# How do you construct perpendicular bisectors of a triangle?

Apr 2, 2016

Draw two circles of the the same radius equal to the length of given segment $A B$ with centers at $A$ and $B$. They intersect at two points $P$ and $Q$. Line $P Q$ is a perpendicular bisector to $A B$.

#### Explanation:

To construct perpendicular bisectors of a triangle $\Delta A B C$ you have to consider each side separately as a segment ($A B$, $B C$ and $A C$) and construct a perpendicular bisector to each of them.

The easy way to construct a perpendicular bisector $P Q$ to segment $A B$ is pictured below.

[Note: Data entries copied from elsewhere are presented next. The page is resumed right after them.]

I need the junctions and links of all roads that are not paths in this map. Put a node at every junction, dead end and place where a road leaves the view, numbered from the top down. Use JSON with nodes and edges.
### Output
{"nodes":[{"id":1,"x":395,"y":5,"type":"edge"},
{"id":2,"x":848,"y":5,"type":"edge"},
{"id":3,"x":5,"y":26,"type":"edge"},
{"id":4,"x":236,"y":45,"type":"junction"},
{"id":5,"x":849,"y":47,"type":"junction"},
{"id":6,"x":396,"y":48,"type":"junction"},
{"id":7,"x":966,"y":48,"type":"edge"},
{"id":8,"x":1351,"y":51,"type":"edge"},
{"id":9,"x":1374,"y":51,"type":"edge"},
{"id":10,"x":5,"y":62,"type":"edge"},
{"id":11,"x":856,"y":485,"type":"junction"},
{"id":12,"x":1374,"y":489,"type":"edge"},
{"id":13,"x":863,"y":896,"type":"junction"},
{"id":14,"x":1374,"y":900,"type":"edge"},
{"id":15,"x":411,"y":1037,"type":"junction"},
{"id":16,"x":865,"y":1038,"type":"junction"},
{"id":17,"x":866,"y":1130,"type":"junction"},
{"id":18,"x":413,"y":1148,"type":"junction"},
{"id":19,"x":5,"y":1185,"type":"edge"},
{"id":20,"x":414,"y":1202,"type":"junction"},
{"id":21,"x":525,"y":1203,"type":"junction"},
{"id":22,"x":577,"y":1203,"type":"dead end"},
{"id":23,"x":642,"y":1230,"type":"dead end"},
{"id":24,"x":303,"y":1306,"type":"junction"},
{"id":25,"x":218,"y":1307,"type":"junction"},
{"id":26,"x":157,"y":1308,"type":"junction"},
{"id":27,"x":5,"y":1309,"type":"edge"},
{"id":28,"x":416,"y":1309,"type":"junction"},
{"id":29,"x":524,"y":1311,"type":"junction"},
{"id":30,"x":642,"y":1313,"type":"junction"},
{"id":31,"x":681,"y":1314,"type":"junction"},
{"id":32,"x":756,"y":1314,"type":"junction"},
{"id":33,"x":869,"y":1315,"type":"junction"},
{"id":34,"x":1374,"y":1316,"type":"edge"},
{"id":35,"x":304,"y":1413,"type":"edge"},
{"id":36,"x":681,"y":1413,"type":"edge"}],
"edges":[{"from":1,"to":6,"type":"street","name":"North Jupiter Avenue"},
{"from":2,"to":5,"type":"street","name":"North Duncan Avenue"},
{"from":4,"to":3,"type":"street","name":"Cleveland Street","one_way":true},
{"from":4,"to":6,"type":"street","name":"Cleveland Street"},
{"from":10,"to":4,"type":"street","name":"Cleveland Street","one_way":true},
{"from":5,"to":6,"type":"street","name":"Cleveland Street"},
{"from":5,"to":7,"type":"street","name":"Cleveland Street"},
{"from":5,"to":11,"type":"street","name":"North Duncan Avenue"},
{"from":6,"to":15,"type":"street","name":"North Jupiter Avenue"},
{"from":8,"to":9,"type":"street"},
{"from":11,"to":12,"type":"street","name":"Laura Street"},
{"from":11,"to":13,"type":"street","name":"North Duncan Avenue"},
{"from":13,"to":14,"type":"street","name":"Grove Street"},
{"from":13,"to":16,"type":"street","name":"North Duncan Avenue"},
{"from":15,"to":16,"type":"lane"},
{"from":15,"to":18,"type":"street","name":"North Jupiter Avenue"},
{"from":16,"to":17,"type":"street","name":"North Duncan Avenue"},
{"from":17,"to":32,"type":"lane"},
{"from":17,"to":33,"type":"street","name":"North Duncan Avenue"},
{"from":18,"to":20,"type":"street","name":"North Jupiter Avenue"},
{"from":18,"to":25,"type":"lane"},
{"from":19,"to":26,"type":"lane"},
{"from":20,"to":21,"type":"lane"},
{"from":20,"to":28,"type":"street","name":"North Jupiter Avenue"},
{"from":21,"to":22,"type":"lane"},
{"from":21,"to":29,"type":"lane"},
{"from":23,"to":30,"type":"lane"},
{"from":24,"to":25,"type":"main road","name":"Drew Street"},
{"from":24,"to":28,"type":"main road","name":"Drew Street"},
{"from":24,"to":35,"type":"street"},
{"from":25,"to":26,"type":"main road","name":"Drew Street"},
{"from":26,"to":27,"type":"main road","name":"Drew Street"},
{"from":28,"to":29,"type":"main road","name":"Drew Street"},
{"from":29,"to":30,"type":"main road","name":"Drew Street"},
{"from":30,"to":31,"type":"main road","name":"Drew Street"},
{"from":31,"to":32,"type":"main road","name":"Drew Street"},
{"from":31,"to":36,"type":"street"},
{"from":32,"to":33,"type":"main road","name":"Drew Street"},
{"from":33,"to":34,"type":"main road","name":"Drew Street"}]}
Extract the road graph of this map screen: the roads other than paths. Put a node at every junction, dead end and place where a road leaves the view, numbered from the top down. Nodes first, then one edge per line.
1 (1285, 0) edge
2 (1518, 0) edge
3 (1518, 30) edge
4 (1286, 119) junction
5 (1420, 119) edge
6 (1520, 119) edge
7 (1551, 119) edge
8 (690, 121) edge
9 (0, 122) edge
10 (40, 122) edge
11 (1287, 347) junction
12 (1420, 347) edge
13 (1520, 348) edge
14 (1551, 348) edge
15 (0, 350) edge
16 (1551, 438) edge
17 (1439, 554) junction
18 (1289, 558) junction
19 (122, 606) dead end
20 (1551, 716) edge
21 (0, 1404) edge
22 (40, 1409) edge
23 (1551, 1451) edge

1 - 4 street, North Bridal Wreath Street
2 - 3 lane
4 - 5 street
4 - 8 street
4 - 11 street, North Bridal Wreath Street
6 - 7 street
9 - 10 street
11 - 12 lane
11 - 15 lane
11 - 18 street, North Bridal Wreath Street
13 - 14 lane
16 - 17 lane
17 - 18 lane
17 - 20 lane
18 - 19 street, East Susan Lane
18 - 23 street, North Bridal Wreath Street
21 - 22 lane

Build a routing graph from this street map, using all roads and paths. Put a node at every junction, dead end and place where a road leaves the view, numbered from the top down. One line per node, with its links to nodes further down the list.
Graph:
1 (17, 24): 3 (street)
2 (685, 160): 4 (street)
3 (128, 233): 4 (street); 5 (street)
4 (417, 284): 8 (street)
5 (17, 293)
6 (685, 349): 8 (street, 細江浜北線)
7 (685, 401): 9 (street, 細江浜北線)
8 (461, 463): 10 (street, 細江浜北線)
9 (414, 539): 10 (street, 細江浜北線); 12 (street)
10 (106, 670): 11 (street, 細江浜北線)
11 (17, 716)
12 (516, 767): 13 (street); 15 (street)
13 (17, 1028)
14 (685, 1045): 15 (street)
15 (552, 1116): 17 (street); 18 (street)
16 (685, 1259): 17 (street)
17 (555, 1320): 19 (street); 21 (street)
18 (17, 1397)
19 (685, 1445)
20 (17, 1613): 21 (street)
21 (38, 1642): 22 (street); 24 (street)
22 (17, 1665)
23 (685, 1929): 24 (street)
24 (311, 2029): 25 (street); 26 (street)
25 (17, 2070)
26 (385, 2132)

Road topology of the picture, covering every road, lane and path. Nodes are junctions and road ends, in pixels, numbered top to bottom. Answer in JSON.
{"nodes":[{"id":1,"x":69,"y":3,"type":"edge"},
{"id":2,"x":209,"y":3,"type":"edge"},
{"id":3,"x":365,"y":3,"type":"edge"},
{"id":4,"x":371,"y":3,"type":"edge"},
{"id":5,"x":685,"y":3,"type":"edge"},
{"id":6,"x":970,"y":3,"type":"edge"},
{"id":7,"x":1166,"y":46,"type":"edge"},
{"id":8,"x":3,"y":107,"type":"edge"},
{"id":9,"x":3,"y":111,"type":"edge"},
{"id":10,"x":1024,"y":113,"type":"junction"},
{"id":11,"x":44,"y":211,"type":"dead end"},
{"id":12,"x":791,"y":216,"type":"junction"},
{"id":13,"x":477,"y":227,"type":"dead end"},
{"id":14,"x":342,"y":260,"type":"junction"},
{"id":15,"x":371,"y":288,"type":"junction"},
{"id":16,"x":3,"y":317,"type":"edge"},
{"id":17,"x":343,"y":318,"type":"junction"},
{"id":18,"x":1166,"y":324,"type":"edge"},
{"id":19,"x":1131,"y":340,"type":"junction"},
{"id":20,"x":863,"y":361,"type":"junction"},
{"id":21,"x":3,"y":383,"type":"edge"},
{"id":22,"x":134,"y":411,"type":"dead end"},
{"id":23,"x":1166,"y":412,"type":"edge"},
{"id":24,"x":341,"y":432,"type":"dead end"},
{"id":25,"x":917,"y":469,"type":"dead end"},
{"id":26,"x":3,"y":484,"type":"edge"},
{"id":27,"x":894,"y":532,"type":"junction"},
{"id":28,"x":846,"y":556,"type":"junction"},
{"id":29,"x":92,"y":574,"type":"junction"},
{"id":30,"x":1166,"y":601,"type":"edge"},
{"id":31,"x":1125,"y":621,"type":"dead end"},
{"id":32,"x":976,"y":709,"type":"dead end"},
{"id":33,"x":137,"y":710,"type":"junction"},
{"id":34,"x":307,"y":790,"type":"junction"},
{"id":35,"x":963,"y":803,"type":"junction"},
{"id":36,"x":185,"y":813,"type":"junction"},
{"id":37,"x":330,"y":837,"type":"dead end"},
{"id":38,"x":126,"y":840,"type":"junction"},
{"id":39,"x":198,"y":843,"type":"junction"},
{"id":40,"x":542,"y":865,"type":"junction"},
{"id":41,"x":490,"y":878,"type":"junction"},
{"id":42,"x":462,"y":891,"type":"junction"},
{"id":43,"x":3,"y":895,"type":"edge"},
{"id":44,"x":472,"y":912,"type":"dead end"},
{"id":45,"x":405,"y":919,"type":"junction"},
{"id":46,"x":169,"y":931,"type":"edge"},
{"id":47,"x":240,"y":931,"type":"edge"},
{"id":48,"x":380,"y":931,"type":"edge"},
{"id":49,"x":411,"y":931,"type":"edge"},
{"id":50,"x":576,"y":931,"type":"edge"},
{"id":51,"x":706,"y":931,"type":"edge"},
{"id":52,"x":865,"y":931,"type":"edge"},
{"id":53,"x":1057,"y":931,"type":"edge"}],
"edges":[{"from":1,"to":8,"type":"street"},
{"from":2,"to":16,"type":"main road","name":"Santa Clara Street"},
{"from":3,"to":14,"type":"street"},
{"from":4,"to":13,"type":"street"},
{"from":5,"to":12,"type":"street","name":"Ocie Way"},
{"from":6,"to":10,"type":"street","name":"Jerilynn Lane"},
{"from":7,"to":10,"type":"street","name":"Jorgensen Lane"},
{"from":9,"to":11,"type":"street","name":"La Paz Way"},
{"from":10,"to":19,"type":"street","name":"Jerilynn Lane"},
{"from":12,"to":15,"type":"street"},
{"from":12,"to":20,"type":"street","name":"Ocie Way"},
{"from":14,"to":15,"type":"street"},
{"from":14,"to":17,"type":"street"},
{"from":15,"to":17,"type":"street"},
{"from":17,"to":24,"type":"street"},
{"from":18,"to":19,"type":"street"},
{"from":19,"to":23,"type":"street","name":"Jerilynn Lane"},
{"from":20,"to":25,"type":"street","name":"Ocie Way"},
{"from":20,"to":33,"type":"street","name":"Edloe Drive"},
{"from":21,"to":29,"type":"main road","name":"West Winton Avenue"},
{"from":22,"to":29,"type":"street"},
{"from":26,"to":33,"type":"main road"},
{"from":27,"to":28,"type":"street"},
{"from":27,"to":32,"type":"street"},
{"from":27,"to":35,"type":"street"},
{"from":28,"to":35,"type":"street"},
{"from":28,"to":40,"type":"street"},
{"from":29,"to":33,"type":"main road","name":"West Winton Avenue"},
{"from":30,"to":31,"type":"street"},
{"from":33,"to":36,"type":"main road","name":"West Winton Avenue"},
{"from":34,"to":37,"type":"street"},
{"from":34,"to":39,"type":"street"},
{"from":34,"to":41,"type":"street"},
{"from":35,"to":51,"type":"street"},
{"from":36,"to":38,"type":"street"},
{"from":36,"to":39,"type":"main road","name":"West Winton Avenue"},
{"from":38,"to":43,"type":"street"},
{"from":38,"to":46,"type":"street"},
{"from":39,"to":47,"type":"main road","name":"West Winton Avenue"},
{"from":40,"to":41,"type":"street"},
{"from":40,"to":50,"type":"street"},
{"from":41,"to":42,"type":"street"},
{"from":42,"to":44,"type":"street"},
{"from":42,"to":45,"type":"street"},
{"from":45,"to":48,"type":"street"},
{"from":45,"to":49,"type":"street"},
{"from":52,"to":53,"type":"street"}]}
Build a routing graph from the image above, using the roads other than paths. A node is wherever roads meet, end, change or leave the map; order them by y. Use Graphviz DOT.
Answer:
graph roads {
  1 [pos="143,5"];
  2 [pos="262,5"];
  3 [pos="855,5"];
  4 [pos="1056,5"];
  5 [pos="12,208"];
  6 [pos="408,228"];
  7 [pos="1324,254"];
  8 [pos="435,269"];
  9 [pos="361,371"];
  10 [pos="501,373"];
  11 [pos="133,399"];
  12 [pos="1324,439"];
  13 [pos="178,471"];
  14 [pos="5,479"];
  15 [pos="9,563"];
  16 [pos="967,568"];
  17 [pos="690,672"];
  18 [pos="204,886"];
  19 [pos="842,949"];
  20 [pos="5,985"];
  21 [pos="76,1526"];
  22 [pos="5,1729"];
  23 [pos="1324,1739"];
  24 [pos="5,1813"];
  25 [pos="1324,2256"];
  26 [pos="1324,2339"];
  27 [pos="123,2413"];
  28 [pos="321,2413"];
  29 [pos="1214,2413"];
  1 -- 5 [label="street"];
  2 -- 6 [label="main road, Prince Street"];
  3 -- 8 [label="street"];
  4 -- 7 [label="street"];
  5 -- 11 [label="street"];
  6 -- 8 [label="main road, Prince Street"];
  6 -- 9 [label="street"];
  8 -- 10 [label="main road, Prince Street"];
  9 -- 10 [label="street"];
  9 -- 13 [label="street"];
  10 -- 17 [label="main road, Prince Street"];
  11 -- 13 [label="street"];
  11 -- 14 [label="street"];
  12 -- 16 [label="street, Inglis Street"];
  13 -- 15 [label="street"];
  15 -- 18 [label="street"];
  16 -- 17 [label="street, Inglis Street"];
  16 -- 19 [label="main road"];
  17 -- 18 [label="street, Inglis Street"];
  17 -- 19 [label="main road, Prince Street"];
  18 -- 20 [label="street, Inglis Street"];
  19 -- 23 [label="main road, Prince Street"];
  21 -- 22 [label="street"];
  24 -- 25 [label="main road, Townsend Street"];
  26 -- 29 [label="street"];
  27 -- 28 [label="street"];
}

Here the centers of these circles are the endpoints of a given segment $A B$ and their radiuses must be the same. The only condition is for these circles is the existence two points of intersection, $P$ and $Q$. For this the radius can be any, as long as it's greater than half of the length of $A B$. The simple method is to choose it to be equal to the length of $A B$.

What's more interesting is to prove that this construction delivers the perpendicular bisector.
Here is the proof.

Assume that $M$ is an intersection of $A B$ and $P Q$.
$A P = B P = A Q = B Q$ - each is a radius, which we have chosen
$\Delta A P Q = \Delta B P Q$ - by side-side-side theorem

Hence:
$\implies \angle A P Q = \angle B P Q$ as angles of congruent triangles lying across congruent sides $A Q$ and $B Q$
$\implies \Delta A P M = \Delta B P M$ by side-angle-side theorem
$\implies A M = B M$ as sides of congruent triangles lying across congruent angles $\angle A P M = \angle B P M$
$\implies \angle A M P = \angle B M P$ as angles of congruent triangles lying across congruent sides $A P$ and $B P$
$\implies \angle A M P = \angle B M P = {90}^{o}$ since their sum is ${180}^{o}$

So, we have proven that $M$ is a modpoint of $A B$ and $P M \bot A B$.